[DATA FOR THIS TASK Boundary: Start]

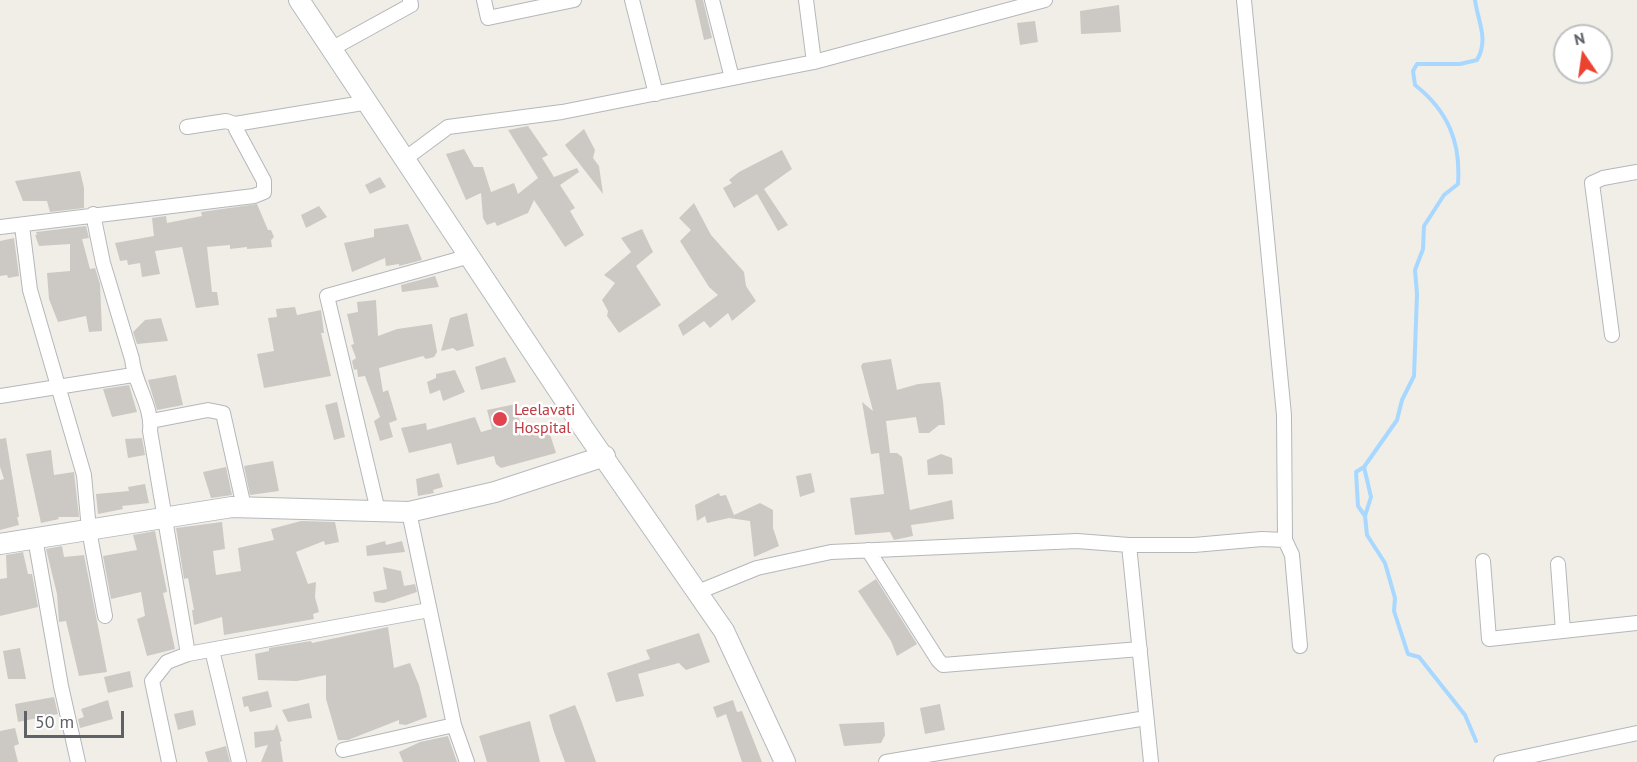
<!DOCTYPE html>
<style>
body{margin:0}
#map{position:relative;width:1637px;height:762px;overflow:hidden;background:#f0eee7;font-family:"PT Sans",sans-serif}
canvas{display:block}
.north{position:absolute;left:1553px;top:24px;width:60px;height:60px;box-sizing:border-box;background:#fff;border:2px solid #bfc0c2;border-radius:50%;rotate:347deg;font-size:16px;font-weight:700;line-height:24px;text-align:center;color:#5e6267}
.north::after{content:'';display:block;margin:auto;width:21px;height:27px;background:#ec4331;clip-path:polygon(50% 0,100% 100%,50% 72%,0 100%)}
.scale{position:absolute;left:24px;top:711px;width:100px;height:27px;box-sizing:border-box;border:3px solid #5e6267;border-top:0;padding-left:8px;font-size:18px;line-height:21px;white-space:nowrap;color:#5e6267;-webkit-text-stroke:4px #fff;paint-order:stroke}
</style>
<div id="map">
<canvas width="1637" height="762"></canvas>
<div class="north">N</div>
<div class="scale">50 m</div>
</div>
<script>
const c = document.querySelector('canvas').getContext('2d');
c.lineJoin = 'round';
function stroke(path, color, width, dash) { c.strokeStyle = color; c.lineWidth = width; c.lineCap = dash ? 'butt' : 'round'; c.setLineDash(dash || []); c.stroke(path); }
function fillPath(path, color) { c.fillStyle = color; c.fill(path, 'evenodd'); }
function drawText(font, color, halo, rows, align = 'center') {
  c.font = font + ' "PT Sans",sans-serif'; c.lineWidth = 5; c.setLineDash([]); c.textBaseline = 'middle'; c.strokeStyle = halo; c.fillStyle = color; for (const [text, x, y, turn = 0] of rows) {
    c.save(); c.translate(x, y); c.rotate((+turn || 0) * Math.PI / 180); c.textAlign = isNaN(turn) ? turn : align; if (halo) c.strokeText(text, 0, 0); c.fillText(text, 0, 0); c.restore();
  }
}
stroke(new Path2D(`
 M1475,0C1478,22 1489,39 1477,60L1460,64H1417L1413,71L1415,85C1448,111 1461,142 1458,184L1444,195L1424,226L1423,249L1415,270L1417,294L1414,376L1402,400L1397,420L1364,467L1356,472L1358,506L1365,516L1367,535L1385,563L1395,598L1394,611L1408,654L1419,657L1465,715L1476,741
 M1364,467L1371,497L1365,516`), '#a8d8ff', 4);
fillPath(new Path2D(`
 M695,0H703L712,38L704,40Z
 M1119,5L1121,32L1081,34L1080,11Z
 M1035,21L1038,42L1020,45L1017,23Z
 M528,126L548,155L542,158L554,177L577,168L579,172L560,185L575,208L570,211L584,235L565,247L534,200L528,213L497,226L495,222L487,225L483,218L481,193L466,200L446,154L464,149L474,167H483L491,192L514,183L518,194L538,178L508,130Z
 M584,129L595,150L593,158L599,166L603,194L565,145Z
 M782,150L792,169L764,189L788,225L778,231L757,194L734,208L723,188L732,183L729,180L739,172Z
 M80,171L84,188V208L50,212L47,201H23L15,181Z
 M380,177L386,187L370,194L365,185Z
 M694,203L711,235L744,272L746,286L756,301L732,321L728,313L710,328L704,321L683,336L678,325L718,295L709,287L680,241L691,230L679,218Z
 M257,204L268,230H271L274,237L271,240L272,247L247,249V247L230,249V245L207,247L212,292H217L219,305L196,308L182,247L155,251L160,274L142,277L140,263L128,265L127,260L120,261L119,257L115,243L154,236L152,218L166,216L167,223L202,216L201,212Z
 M319,206L327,217L306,228L301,215Z
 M408,224L422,260L399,266V264L386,266L385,258L352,272L344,243L374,237V229Z
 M86,226L89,238L82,239L90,269L95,268L100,284L102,331L89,332L86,316L58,322L49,299L47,273L70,271V244L39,246L35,235H37L36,232Z
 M642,229L653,252L636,266L661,305L619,333L607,316L608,311L602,300L615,283L604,275L631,252L621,238Z
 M14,238L19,276L8,278L7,275L0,276V241Z
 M435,276L439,287L402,292L401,285Z
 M376,300L378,336L397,329L432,324L437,352L434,357L426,359L423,356L379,368L383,392L388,390L397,420L389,423L393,437L380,441L374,421L380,417L365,376L358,377L357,369L354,370L352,361L356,358L351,345L354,344L347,314L358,312L357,302Z
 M295,307L297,315L321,310L324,333H321L331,376L264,388L257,354L274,351L268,318L277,317L276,309Z
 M467,313L474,346L457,351L453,348L441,351L450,318Z
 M161,318L168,341L137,344L133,332L145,320Z
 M505,357L516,382L481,390L475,367Z
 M891,359L897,390L918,384L940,382L943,401L945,425H939L929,433H919L916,417L886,421L890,453H897L902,457L910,510L952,500L954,519L911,525L913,536L894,540L890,532L855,535L850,498L884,494L879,453L871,454L862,402L873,411L861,366L863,363Z
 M455,370L465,392L443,401L440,390L430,394L427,382L436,378V374Z
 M176,375L183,405L157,410L148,380Z
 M129,385L137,412L112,417L103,389Z
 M337,402L345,437L334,440L325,405Z
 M516,404L523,435L548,428L556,453L501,468L496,464L494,456L457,465L451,443L409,453L401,428L426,423L427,430L475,417L481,432L492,429L487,410Z
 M6,438L19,517H17L19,525L0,530V480L4,479L0,467V439Z
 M142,438L145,455L128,458L125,439Z
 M51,450L54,475L74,472L79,517H58L59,519L41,523L26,454Z
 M941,454L952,458L953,474L928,475L927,460Z
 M273,461L279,491L250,495L244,466Z
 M226,467L232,495L211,498L203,472Z
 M439,473L443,487L433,490L434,493L418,496L416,479Z
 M811,473L815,492L800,497L796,476Z
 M145,484L149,503L122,506L123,509L98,514L96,494L129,491L128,487Z
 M719,493L720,496L726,495L734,515L760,503L773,510V528L779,546L754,557L750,521L729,518L707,523L705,516L697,521L695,505Z
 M301,521L335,522L339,542L325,545L324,541L296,552L308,584L316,582L315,597L319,612L313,614L314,619L224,635L222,617L194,625L192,610H194L188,578L184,579L176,528L222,522L225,549L213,551L216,575L241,571L238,548L274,540L271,529Z
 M155,531L167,592L163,593L175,649L147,656L137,619L145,616L141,592L111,599L103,556L137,550L133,535Z
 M385,541L386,545L402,541L405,552L367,556L366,546Z
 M62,546L64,557L84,555L107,672L79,676L66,621L59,622L57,594L46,549Z
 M23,552L28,574H32L38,607L0,616V579L7,578L6,555Z
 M383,567L401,571L404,586L415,584L417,592L384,603L375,602L373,592L387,589Z
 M876,579L917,644L897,656L891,641L858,591Z
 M388,627L394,668L410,663L419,685L427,717L406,725L399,724V720L348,740H338L326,699V675L297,681L258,680L255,654L269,651V648L311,641L312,643Z
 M699,633L710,662L686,670L679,663L638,674L644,696L616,702L607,673L650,659L646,650Z
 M20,648L26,679H8L3,651Z
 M130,671L133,687L108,693L104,677Z
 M268,691L272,707L250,712L248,706L244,707L242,697Z
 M54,697L58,714L18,722L15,704Z
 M108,700L113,719L80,728L78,719L84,717L81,709Z
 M733,700L737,712L742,711L762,762H742L726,714L717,718L713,707Z
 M309,703L312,718L288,722L282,710Z
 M940,704L945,730L925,734L920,708Z
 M575,705L581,720L596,762H565L554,732L549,715Z
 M193,710L196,725L178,730L174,714Z
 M530,721L540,762H487L479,736Z
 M884,722L885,735L881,743L844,746L839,724Z
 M277,724L282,741L280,742L283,762H261L268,745L255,748L254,732L274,730Z
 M15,728L19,744L14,746L18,762H0V731Z
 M448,736L457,762H403L399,752L420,742Z
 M226,746L230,762H208L205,752Z`), '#ccc9c4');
const street = new Path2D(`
 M484,0L488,18L574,0
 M632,0L656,94
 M712,0L732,78
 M806,0L814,62
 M1244,0L1284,415L1285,540
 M333,48L411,5L410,0
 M187,127L226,121L235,124L369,102
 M406,158L448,127L562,112L814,62L1045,0
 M93,214L103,263L132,359C134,383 153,407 150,431L188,654
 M22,226L30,290L84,475L89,530L105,616
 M0,227L254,196L264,192V181L236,129L235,124
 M1612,335L1592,183L1603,178L1637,172
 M0,396L133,375
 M151,421L208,410L223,413L244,507
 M378,511L327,296L470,256
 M409,512L454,725L467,762
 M35,538L61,686L78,762
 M1129,545L1151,762
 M868,550L938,660L943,665L1140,649
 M1483,561L1489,639L1637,623
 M1558,564L1563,631
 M698,592L757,568L831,552L1077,541L1129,545H1194L1262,539L1285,540L1292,555L1300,646
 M212,650L239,762
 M343,750L454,725
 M169,762L152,681L167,662L188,654L429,610
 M886,762L1146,718
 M1501,762L1637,733`);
const secondary = new Path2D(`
 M299,0L584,429L724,631L785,762
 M0,544L232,507L409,512L495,492L605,456`);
stroke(street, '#b4b7bb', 16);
stroke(secondary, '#b5b9be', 22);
stroke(street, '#fff', 14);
stroke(secondary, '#fff', 20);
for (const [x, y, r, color] of [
 [500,419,8,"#e0444e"]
]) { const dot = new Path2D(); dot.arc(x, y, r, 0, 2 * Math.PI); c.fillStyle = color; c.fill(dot); stroke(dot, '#fff', 2); }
drawText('16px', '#be3a42', '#fff', [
 ["Leelavati",514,410],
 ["Hospital",514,428]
], 'left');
</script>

[DATA FOR THIS TASK Boundary: End]

Copy each line above holding "rotate".

.north{position:absolute;left:1553px;top:24px;width:60px;height:60px;box-sizing:border-box;background:#fff;border:2px solid #bfc0c2;border-radius:50%;rotate:347deg;font-size:16px;font-weight:700;line-height:24px;text-align:center;color:#5e6267}
    c.save(); c.translate(x, y); c.rotate((+turn || 0) * Math.PI / 180); c.textAlign = isNaN(turn) ? turn : align; if (halo) c.strokeText(text, 0, 0); c.fillText(text, 0, 0); c.restore();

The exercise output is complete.